Penerimaan CPNS, Prioritaskan Putra Daerah

Ketua Panitia Khusus (Pansus) Penerimaan DPRD Bengkayang, Herman meminta agar pihak eksekutif dalam hal ini Pemda Bengkayang dalam menerima pegawai di lingkungannya dapat memprioritaskan putra daerah. Hal ini mengingat daerah ini juga telah memiliki Sumber Daya Manusia (SDM) yang memadai.

Putra daerah seperti yang dimaksudnya adalah SDM Bengkayang yang benar-benar berasal didaerah ini. Menurutnya, memprioritaskan putra daerah merupakan salah satu strategi yang baik guna mendukung kelancaran proses pembangunan di Bengkayang. Di mana hal utama yang menjadi pertimbangannya adalah selain kualitas yang sudah memadai, faktor SDM tersebut sudah mengenal kondisi daerahnya sendiri.
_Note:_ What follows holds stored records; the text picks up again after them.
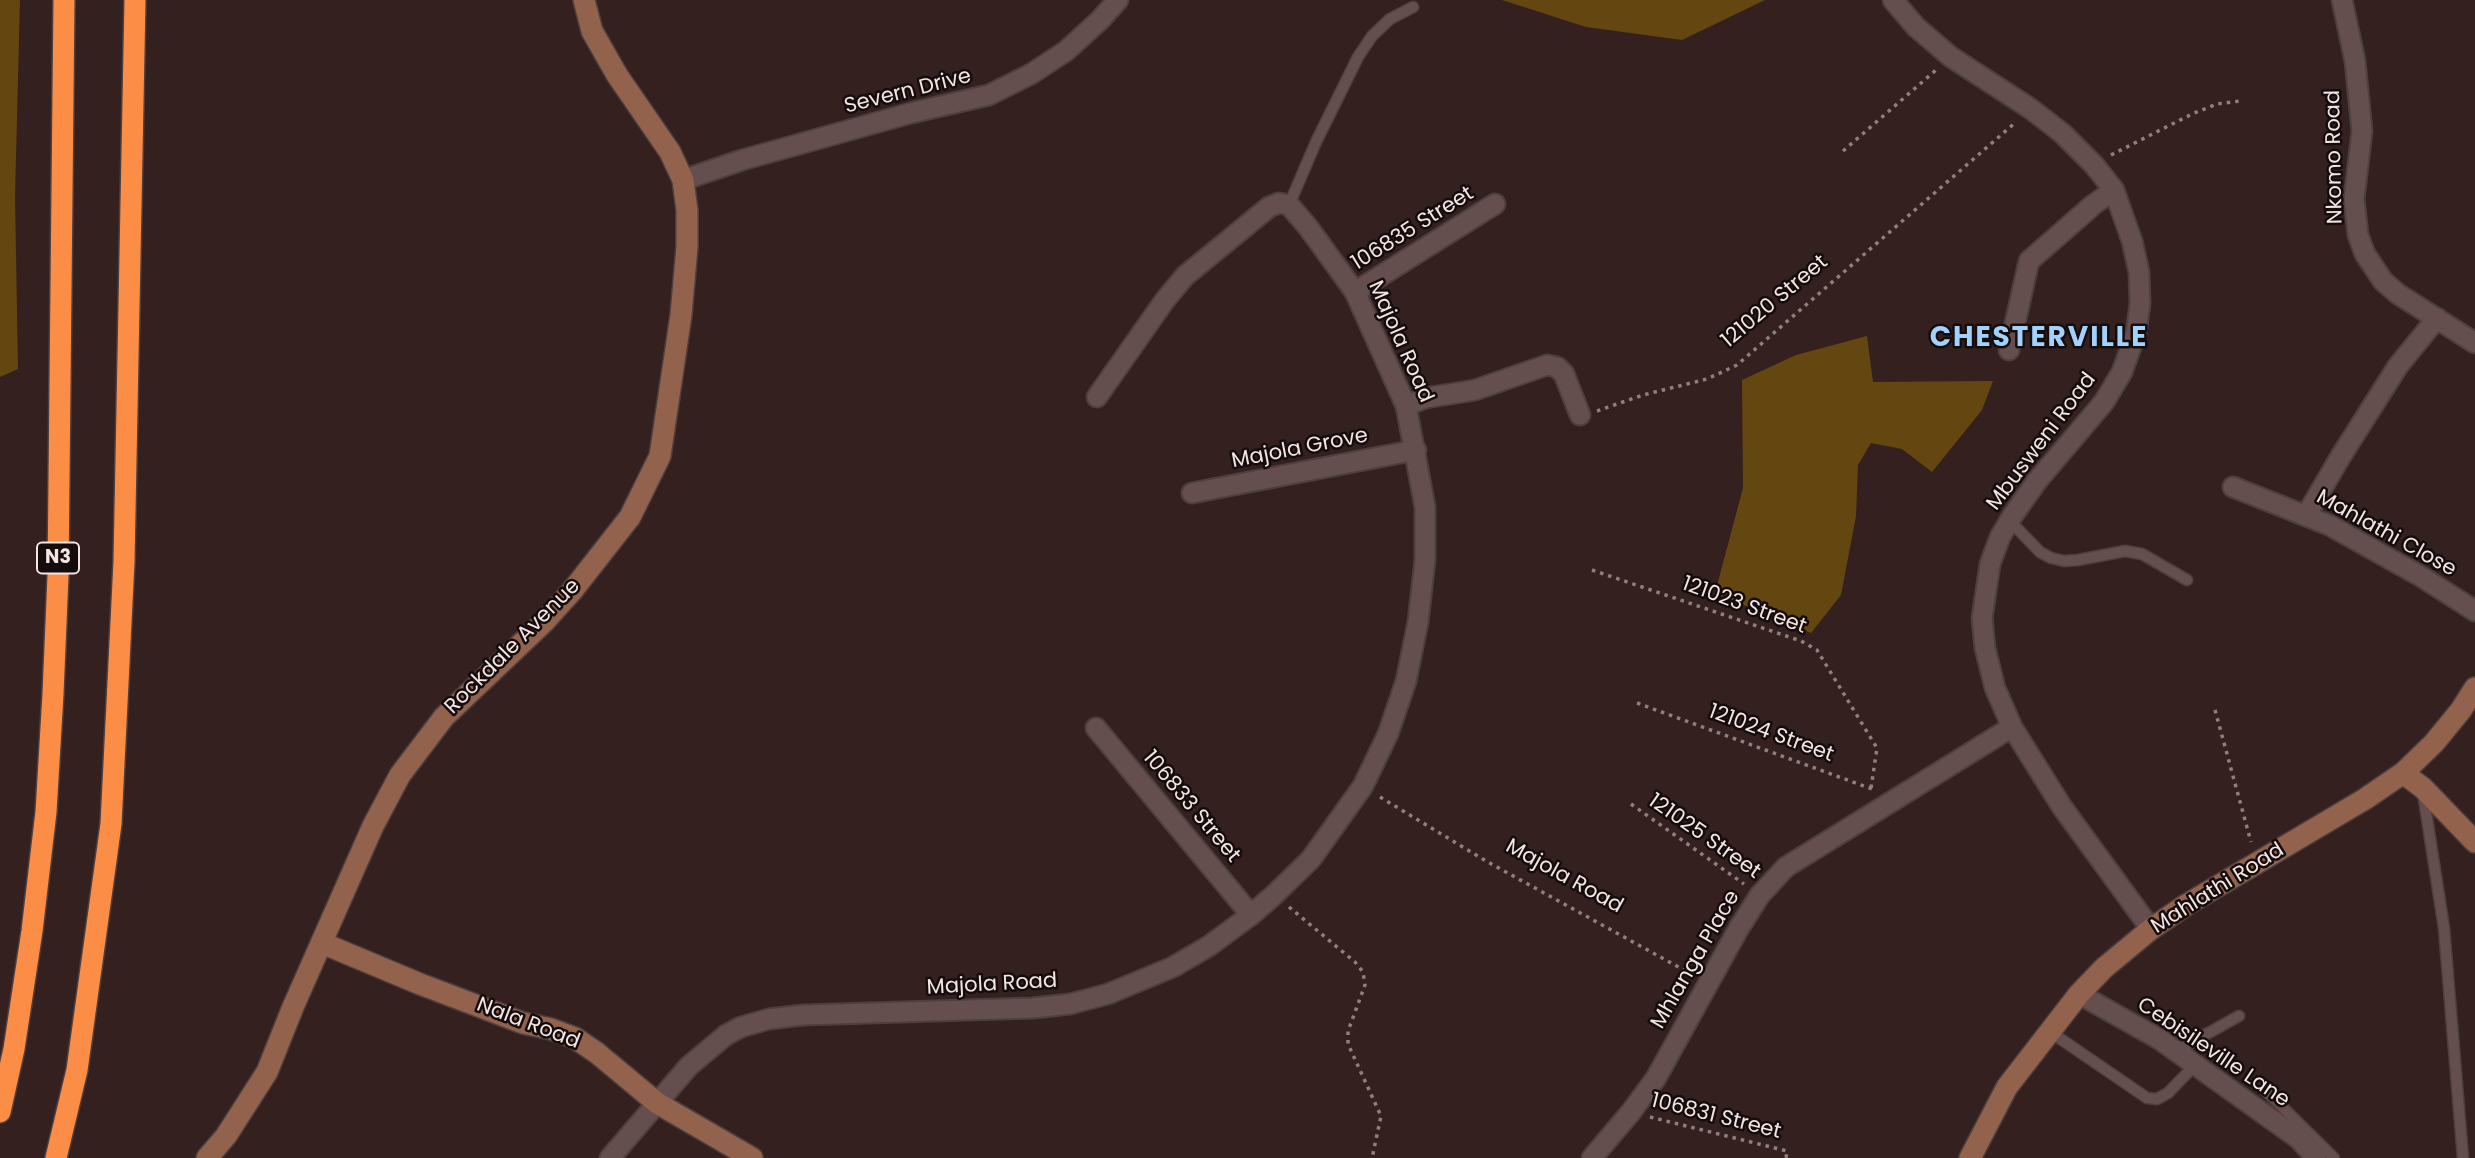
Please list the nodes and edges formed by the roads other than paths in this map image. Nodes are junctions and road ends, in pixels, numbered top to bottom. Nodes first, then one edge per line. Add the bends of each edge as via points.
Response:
1 (64, 0) edge
2 (135, 0) edge
3 (584, 0) edge
4 (1118, 0) edge
5 (1893, 0) edge
6 (2342, 0) edge
7 (1413, 7) dead end
8 (683, 180) junction
9 (2114, 190) junction
10 (1495, 204) dead end
11 (1289, 205) junction
12 (1355, 292) junction
13 (2437, 318) junction
14 (2475, 343) edge
15 (2009, 350) dead end
16 (1097, 397) dead end
17 (1406, 407) junction
18 (1580, 415) road end
19 (1416, 450) junction
20 (2233, 486) dead end
21 (1192, 492) dead end
22 (2307, 514) junction
23 (2010, 521) junction
24 (2187, 580) dead end
25 (2475, 611) edge
26 (2475, 688) edge
27 (2012, 727) junction
28 (1096, 728) dead end
29 (2403, 773) junction
30 (2423, 788) junction
31 (2475, 842) edge
32 (1251, 915) junction
33 (2151, 929) junction
34 (323, 943) junction
35 (2079, 993) junction
36 (2239, 1016) dead end
37 (2049, 1031) junction
38 (2176, 1051) junction
39 (2196, 1065) junction
40 (2264, 1089) dead end
41 (657, 1103) junction
42 (0, 1112) edge
43 (56, 1158) edge
44 (207, 1158) edge
45 (610, 1158) edge
46 (752, 1158) edge
47 (1592, 1158) edge
48 (1970, 1158) edge
49 (2316, 1158) edge
50 (2334, 1158) edge
51 (2463, 1158) edge

1 - 42 highway, N3 via 54,694 32,931
2 - 43 highway via 124,562 111,824 77,1070
3 - 8 street, Rockdale Avenue via 592,31
4 - 8 street, Severn Drive via 1066,51 989,95
5 - 9 street, Mbusweni Road via 1951,57 2062,133
6 - 13 street, Nkomo Road via 2355,61 2362,131 2354,199 2358,235 2382,281
7 - 11 lane via 1371,36
8 - 34 street, Rockdale Avenue via 687,247 681,315 660,456 645,490 630,517 572,591 444,717 417,752 385,800
9 - 15 street via 2029,261
9 - 23 street, Mbusweni Road via 2138,272 2136,333 2122,372 2104,402 2037,481
10 - 12 street, 106835 Street
11 - 12 street, Majola Road
11 - 16 street via 1279,203 1261,211 1185,276
12 - 17 street, Majola Road
13 - 14 street, Nkomo Road
13 - 22 street via 2392,375
17 - 18 street via 1547,365 1564,374
17 - 19 street, Majola Road
19 - 21 street, Majola Grove
19 - 32 street, Majola Road via 1425,507 1418,622 1388,734 1363,786 1311,859
20 - 22 street, Mahlathi Close
22 - 25 street, Mahlathi Close
23 - 24 lane via 2051,558 2078,560 2125,551 2143,554
23 - 27 street, Mbusweni Road via 1990,564 1982,618 1996,688
26 - 29 street, Mahlathi Road via 2434,743
27 - 33 street, Mbusweni Road via 2062,807
27 - 47 street, Mhlanga Place via 1786,867 1760,895 1739,928 1656,1078
28 - 32 street, 106833 Street
29 - 30 street
29 - 33 street, Mahlathi Road
30 - 31 street
30 - 51 lane via 2444,928
32 - 41 street, Majola Road via 1164,971 1070,1004 803,1015 741,1027 705,1051
33 - 35 street, Mahlathi Road
34 - 41 street, Nala Road via 523,1023 575,1038
34 - 44 street, Rockdale Avenue via 267,1072
35 - 37 street, Mahlathi Road
35 - 38 street, Cebisileville Lane
36 - 38 lane
37 - 39 lane via 2147,1098 2168,1093
37 - 48 street, Mahlathi Road via 2007,1087
38 - 39 street, Cebisileville Lane
39 - 49 street, Cebisileville Lane via 2299,1139
40 - 50 lane
41 - 45 street, Majola Road
41 - 46 street, Nala Road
Lain halnya apabila mereka yang berasal dari luar daerah ini yang tentunya harus terlebih dahulu mengenal daerah ini. Dan hal itu tentunya membutuhkan waktu lama.

“Ha; ini bukan berarti kita mengesampingkan mereka yang berasal daerah luar daerah. Namun alangkah baiknya apabila orang yang mengetahui kondisi daerahnya itu dapat diprioritaskan. Jangan kemudian SDM daerah ini yang memiliki kemampuan kemudian menjadi penonton di daerahnya sendiri,” ungkap Herman.


Tamatan SMA


Di sisi lain, Herman mengungkap juga apa yang menjadi hasil pertemuan pihaknya dengan Menteri Pemberdayaan Aparatur Negara (Menpan) pertengahan Nopember ini di Jakarta mengusulkan agar dalam proses penerimaan CPNS, khususnya di Bengkayang pada tahun-tahun mendatang hendaknya dapat memberdayakan para tamatan SMA atau yang sederajat.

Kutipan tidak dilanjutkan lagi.